Written by Lennae Starr (Whitman College), Internship in Sustainability and the Environment
This October, my internship was with the Monteverde Commission for Resilience to Climate Change (CORCLIMA), working to educate the people of the Monteverde zone about the new Value-Added Tax (IVA), the electronic receipt system, and the benefits of a circular economy. CORCLIMA is at the heart of Monteverde’s goal of achieving net-zero carbon emissions, taking the lead to educate people and implement sustainable practices.
A big challenge keeping Monteverde from reaching their goal of zero emissions is an ineffective waste management system. Decomposing organic matter, especially in wet, anaerobic conditions releases a lot of methane, which is a greenhouse gas (GHG) even more potent than carbon dioxide. The nearest landfill is over 40 kilometers away, which amounts to a lot of trucks driving back and forth.
The idea of a circular economy incorporates essentially all waste back into the system of production, eliminating emissions and landfills. Before doing the project, I had a very vague sense of what a circular economy was, but I have since learned so much about it and how it can combat climate change.
Part of my time was spent developing a game to display at the San Luis and Santa Elena farmers markets, and I decided to go with a Jeopardy-style game that tested peoples’ knowledge about a circular economy, climate change, sustainability, and local production. I also made instructions on how to create the board again if other people from CORCLIMA would like to use it in the future. Since what drew me to this internship was the opportunity to engage with the community and learn more about the steps the people of Monteverde are taking to become more sustainable, I was glad to be able to interact with people at each of the fairs.
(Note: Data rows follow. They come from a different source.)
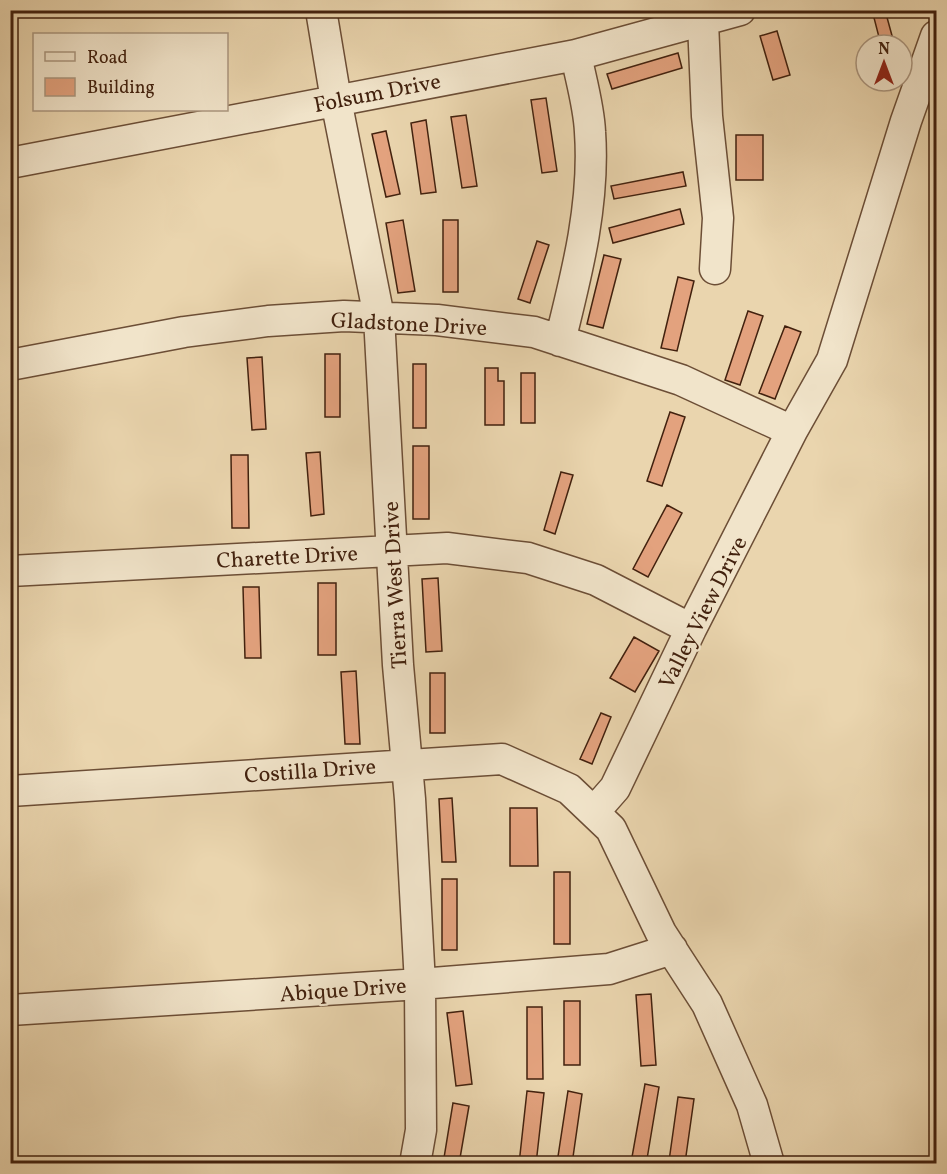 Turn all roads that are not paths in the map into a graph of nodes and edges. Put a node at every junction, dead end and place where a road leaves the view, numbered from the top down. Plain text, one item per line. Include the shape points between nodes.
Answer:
1 (321, 10) edge
2 (740, 10) edge
3 (703, 22) junction
4 (936, 36) edge
5 (576, 56) junction
6 (336, 100) junction
7 (10, 163) edge
8 (715, 269) dead end
9 (379, 317) junction
10 (560, 341) junction
11 (10, 365) edge
12 (792, 431) junction
13 (392, 550) junction
14 (10, 571) edge
15 (692, 629) junction
16 (407, 763) junction
17 (10, 791) edge
18 (594, 813) junction
19 (672, 949) junction
20 (420, 984) junction
21 (10, 1010) edge
22 (415, 1164) edge
23 (769, 1164) edge

1 - 6 street, Tierra West Drive
2 - 3 street, Folsum Drive
3 - 5 street, Folsum Drive
3 - 8 street via 707,116 718,218
4 - 12 street, Valley View Drive via 832,360
5 - 6 street, Folsum Drive
5 - 10 street via 590,131 589,201 579,268
6 - 7 street, Folsum Drive
6 - 9 street, Tierra West Drive
9 - 10 street, Gladstone Drive via 534,332
9 - 11 street, Gladstone Drive via 344,315 237,325
9 - 13 street, Tierra West Drive
10 - 12 street, Gladstone Drive via 681,380
12 - 15 street, Valley View Drive
13 - 14 street, Charette Drive
13 - 15 street, Charette Drive via 447,548 528,558 596,580
13 - 16 street, Tierra West Drive
15 - 18 street, Valley View Drive via 615,788
16 - 17 street, Costilla Drive
16 - 18 street, Costilla Drive via 502,759 569,789
16 - 20 street, Tierra West Drive
18 - 19 street via 611,829
19 - 20 street, Abique Drive via 609,969
19 - 23 street via 707,1004 752,1105
20 - 21 street, Abique Drive
20 - 22 street, Tierra West Drive via 421,1130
I feel that my biggest accomplishment from this internship is the IVA/electronic receipt system information sheet. It was tricky to navigate the Ministry of Finance’s website, and sometimes the translation wasn’t good so I’d have to go back and forth between languages to understand. I really hope that putting the basics together into one sheet of paper, along with links to websites and videos where people can learn more, will benefit the community -- especially the people who don’t have reliable internet or access or who aren’t computer literate.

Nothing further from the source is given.